Dio si abbassa, si umilia, diventa uomo, abita in mezzo a noi! Quanto amore in questa decisione!
La ricchezza dell’evento è talmente grande che la liturgia lo celebra con testi della Parola di Dio distribuito in ben quattro Messe: vigilia, notte, aurora, giorno. In ognuna si legge lo stesso racconto del Natale visto, però, da diversi punti di osservazione.

Ed ecco che, riassumendo i vari punti, nella messa vigiliare l’evangelista Matteo ci presenta la lunga genealogia degli antenati di Gesù, per dire che il progetto di Dio non cade dall’alto come una meteora inaspettata, ma si realizza nella storia di ogni giorno e di ogni persona, anche attraverso persone che nella logica umana non ne sarebbero degne; questo per dirci che, nonostante tutto e nonostante le nostre miserie, il Signore sa ben condurre la sua storia.

Il Vangelo della notte racconta le circostanze dentro le quali ha preso forma la presenza di Dio nel mondo, avvenuta al di sopra dei giochi e dei conteggi dei potenti, che contano sulle persone e perciò fanno il censimento.
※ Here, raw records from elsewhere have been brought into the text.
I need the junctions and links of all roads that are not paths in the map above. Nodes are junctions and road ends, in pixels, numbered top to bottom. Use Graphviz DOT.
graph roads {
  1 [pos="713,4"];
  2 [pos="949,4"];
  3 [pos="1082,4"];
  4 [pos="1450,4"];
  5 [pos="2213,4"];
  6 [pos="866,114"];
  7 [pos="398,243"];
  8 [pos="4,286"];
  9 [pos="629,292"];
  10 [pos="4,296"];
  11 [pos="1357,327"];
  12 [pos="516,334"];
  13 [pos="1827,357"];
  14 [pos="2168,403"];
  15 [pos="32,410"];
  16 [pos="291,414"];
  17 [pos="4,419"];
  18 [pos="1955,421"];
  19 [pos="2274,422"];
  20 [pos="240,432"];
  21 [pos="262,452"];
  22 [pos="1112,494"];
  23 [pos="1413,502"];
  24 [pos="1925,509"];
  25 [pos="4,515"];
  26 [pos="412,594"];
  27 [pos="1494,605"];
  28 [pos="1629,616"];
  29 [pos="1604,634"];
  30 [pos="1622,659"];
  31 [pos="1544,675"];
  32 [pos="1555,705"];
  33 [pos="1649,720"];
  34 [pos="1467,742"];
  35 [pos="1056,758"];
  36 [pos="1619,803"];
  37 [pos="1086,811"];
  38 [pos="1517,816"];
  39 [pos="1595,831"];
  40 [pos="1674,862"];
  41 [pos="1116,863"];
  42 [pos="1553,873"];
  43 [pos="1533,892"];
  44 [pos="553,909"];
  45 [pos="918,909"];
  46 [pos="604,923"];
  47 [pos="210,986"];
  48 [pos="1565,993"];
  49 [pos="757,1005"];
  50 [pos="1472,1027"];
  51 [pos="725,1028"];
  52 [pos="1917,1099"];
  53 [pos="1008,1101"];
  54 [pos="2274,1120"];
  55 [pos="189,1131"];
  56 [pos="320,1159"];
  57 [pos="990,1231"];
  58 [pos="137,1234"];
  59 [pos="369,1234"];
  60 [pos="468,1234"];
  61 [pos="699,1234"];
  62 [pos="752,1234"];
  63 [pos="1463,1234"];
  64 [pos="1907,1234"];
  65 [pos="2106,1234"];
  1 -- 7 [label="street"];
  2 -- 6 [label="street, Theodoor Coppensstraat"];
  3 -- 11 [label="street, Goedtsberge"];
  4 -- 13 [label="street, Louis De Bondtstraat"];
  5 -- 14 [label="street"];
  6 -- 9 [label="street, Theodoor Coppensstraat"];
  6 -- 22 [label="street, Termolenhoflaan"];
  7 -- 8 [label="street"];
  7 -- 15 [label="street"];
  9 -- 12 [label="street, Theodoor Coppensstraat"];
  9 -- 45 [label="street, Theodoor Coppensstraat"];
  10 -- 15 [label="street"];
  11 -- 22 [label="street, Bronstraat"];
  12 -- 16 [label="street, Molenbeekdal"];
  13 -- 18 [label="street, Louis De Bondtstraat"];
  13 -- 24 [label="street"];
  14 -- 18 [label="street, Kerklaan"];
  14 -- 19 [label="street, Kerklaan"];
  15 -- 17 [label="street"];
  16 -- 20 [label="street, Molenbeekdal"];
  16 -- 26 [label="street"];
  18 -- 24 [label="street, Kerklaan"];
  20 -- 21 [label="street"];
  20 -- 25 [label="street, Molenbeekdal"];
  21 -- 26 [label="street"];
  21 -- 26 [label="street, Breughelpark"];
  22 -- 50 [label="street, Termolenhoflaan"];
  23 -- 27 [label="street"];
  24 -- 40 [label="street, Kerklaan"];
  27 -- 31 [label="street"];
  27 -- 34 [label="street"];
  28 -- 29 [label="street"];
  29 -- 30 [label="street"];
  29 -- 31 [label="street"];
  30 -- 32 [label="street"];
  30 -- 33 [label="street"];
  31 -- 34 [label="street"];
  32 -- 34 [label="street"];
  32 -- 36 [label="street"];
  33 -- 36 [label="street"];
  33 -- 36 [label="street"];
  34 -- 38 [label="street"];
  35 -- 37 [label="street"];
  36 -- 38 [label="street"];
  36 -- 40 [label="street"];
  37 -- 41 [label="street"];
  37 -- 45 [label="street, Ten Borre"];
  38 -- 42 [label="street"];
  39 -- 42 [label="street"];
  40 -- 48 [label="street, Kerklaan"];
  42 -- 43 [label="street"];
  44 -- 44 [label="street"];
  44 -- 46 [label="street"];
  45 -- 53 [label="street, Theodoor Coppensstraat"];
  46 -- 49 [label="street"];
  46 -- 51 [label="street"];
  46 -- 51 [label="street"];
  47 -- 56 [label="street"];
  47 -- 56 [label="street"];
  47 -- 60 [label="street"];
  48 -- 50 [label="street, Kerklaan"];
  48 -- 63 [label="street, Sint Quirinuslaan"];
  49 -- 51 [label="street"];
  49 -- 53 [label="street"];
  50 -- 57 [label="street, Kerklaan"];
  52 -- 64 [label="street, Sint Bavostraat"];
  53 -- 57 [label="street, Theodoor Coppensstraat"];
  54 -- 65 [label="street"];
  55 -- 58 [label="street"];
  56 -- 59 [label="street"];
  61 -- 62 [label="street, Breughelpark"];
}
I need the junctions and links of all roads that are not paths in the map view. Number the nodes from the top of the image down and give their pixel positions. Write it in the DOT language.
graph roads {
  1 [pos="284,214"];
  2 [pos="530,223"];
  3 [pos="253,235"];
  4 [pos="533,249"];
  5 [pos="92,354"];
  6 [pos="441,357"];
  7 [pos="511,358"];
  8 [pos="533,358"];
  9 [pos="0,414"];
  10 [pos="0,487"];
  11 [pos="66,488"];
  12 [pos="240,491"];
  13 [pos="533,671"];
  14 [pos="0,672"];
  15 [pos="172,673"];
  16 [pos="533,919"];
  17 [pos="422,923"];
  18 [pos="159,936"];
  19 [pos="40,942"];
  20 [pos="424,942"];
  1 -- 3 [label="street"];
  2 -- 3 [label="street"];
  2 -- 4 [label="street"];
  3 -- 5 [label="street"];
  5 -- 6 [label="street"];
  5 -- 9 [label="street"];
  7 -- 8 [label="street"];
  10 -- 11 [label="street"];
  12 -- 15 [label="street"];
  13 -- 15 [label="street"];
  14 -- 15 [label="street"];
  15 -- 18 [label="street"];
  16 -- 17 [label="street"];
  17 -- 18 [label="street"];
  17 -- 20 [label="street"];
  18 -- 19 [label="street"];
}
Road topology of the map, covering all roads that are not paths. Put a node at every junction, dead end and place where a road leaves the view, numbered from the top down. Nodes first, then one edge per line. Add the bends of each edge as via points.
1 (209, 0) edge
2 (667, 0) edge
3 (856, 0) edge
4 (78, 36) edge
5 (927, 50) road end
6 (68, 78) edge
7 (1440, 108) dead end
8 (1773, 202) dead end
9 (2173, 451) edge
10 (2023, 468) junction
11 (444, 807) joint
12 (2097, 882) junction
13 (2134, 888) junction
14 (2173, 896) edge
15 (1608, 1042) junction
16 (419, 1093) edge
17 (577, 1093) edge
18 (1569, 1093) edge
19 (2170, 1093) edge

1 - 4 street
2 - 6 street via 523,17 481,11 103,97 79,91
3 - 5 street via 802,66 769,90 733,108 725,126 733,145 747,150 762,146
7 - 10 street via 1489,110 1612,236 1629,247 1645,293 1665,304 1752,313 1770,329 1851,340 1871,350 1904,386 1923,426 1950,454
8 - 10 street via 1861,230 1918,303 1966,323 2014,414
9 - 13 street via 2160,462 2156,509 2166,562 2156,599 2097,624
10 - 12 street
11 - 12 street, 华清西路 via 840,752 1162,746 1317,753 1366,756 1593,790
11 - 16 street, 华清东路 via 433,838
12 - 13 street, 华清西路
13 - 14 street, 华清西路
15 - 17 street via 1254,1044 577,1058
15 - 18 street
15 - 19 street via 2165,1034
Il Vangelo dell’aurora ci racconta lo stesso evento, come è stato vissuto brillantemente dai pastori, anche se allora erano considerati quali scarti della gente. Ed ecco che, mentre Cesare Augusto con il censimento conta gli uomini, a Betlemme i pastori uniti agli angeli non “contano”, ma “cantano” il prodigioso evento.

Ed ecco il Vangelo che abbiamo appena letto, quello del giorno. In esso è presentata una grande riflessione sia teologica che esistenziale su colui che è nato. In esso si dice che il Verbo di Dio, Colui al quale il Padre guardava per creare il mondo, decide di prendere un corpo e di calarsi dalla grande luce del cielo dentro le tenebre del mondo.

Ma è proprio qui che sta il nostro problema: il non accorgerci di lui che viene per illuminarci, oppure addirittura il non accettarlo, con la conseguenza di dover perdere la possibilità di diventare figli di Dio, e suoi eredi per l’eternità. È un grandissimo dono che ci fa il Signore.

Ora, che direste di un dono ricevuto da una persona che ci ama, ma che lasciamo impacchettato, senza aprirlo sia per gratitudine verso chi ce lo ha fatto, e sia per non avere la soddisfazione dell’utilità del medesimo.

Il dono che Dio fa di suo Figlio fatto carne, lo apriamo o lo lasciamo impacchettato?

Purtroppo, per quanta gente rimane impacchettato!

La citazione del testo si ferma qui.